- Work item -
What is needed is an exact repeat of the entries, with no pictures in it.

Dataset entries
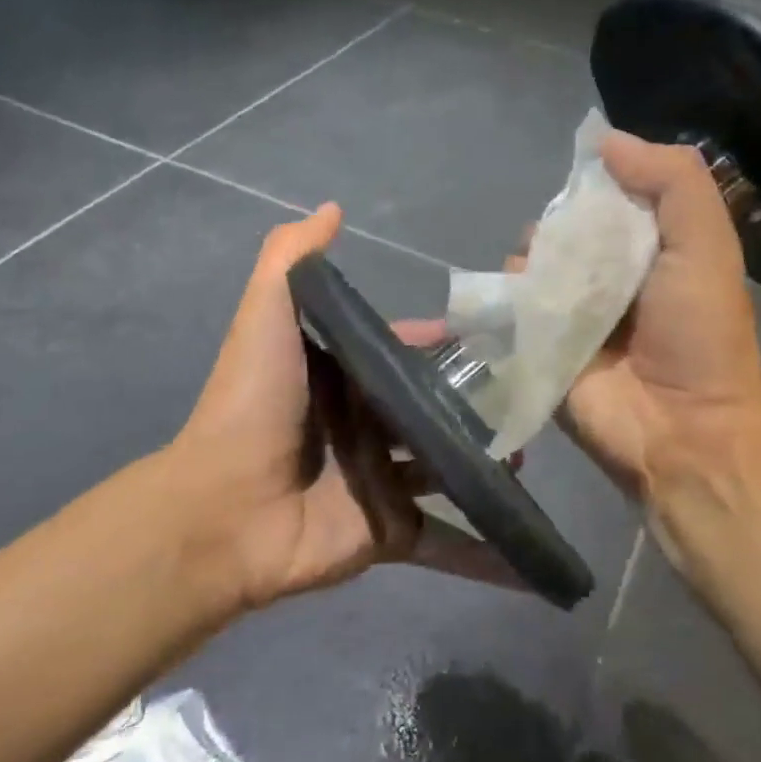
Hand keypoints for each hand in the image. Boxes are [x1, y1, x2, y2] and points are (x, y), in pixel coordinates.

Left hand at [172, 205, 517, 609]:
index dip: (440, 343)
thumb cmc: (255, 404)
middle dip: (478, 404)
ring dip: (490, 464)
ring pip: (448, 469)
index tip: (495, 337)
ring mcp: (382, 481)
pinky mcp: (392, 533)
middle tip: (532, 395)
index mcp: (343, 378)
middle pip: (433, 411)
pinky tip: (532, 553)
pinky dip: (486, 553)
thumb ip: (292, 258)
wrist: (226, 508)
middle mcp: (365, 426)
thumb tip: (332, 208)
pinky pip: (447, 542)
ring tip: (535, 450)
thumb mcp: (266, 315)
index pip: (403, 353)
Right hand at [545, 133, 760, 532]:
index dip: (596, 184)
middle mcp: (607, 277)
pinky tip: (521, 301)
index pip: (609, 198)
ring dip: (531, 261)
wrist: (678, 431)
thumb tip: (606, 140)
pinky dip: (508, 296)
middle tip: (569, 246)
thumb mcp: (706, 244)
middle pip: (564, 229)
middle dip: (559, 226)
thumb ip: (671, 182)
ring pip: (531, 264)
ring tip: (547, 283)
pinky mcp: (539, 345)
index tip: (588, 182)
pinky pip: (510, 307)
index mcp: (649, 249)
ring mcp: (570, 313)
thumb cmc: (699, 335)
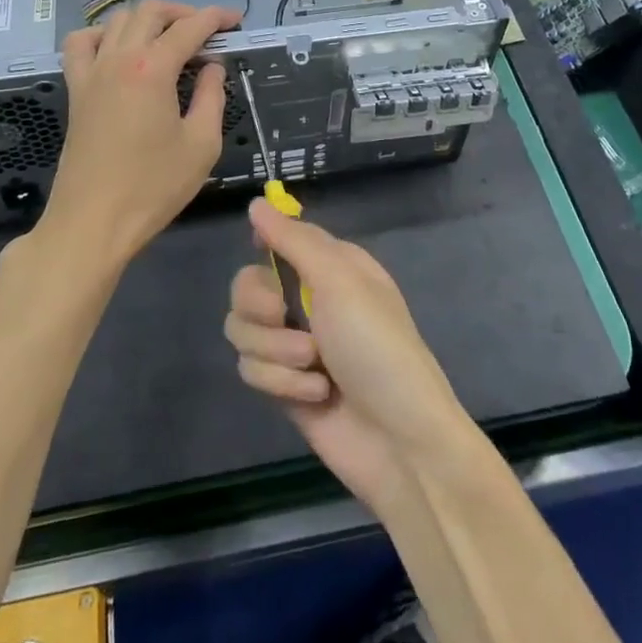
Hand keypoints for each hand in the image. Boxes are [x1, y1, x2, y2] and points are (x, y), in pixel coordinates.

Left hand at [38, 0, 239, 268]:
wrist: (93, 222)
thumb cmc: (154, 187)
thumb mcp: (201, 145)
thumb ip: (211, 97)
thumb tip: (211, 67)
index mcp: (153, 70)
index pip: (189, 27)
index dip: (216, 18)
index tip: (235, 20)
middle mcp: (119, 59)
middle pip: (150, 12)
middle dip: (183, 12)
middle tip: (206, 31)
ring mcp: (91, 73)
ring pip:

- Solution to this problem -
Hand keypoints for each hand in the image. Boxes are [x1, y1, x2, y2] and points are (x, y), in pixel coordinates.

Left hand at [172, 205, 517, 609]:
index dip: (440, 343)
thumb cmc: (255, 404)
middle dip: (478, 404)
ring dip: (490, 464)
ring pip: (448, 469)
index tip: (495, 337)
ring mcp: (382, 481)
pinky mcp: (392, 533)
middle tip: (532, 395)
index mcp: (343, 378)
middle pip: (433, 411)
pinky tip: (532, 553)
pinky dip: (486, 553)
thumb ip: (292, 258)
wrist: (226, 508)
middle mcp: (365, 426)
thumb tip: (332, 208)
pinky pip: (447, 542)
ring tip: (535, 450)
thumb mcp: (266, 315)
index pip: (403, 353)
Right hand at [545, 133, 760, 532]:
index dip: (596, 184)
middle mcp: (607, 277)
pinky tip: (521, 301)
index pip: (609, 198)
ring dip: (531, 261)
wrist: (678, 431)
thumb tip: (606, 140)
pinky dip: (508, 296)
middle tip: (569, 246)
thumb mcp: (706, 244)
middle pip: (564, 229)
middle dip: (559, 226)
thumb ip: (671, 182)
ring pip: (531, 264)
ring tip: (547, 283)
pinky mcp: (539, 345)
index tip: (588, 182)
pinky pip: (510, 307)
index mcp: (649, 249)
ring mcp: (570, 313)
thumb cmc: (699, 335)
Hand keypoints for each hand in the image. Boxes are [x1, y1, x2, y2] and points are (x, y), in pixel coordinates.

Left hand at [38, 0, 239, 268]:
wrist: (93, 222)
thumb cmc: (154, 187)
thumb mcp: (201, 145)
thumb ip: (211, 97)
thumb tip: (211, 67)
index mcp: (153, 70)
index pip: (189, 27)
index dip: (216, 18)
index tip: (235, 20)
middle mcp: (119, 59)
middle pip: (150, 12)
middle dip: (183, 12)
middle tip: (206, 31)
ring mcp: (91, 73)
ring pip:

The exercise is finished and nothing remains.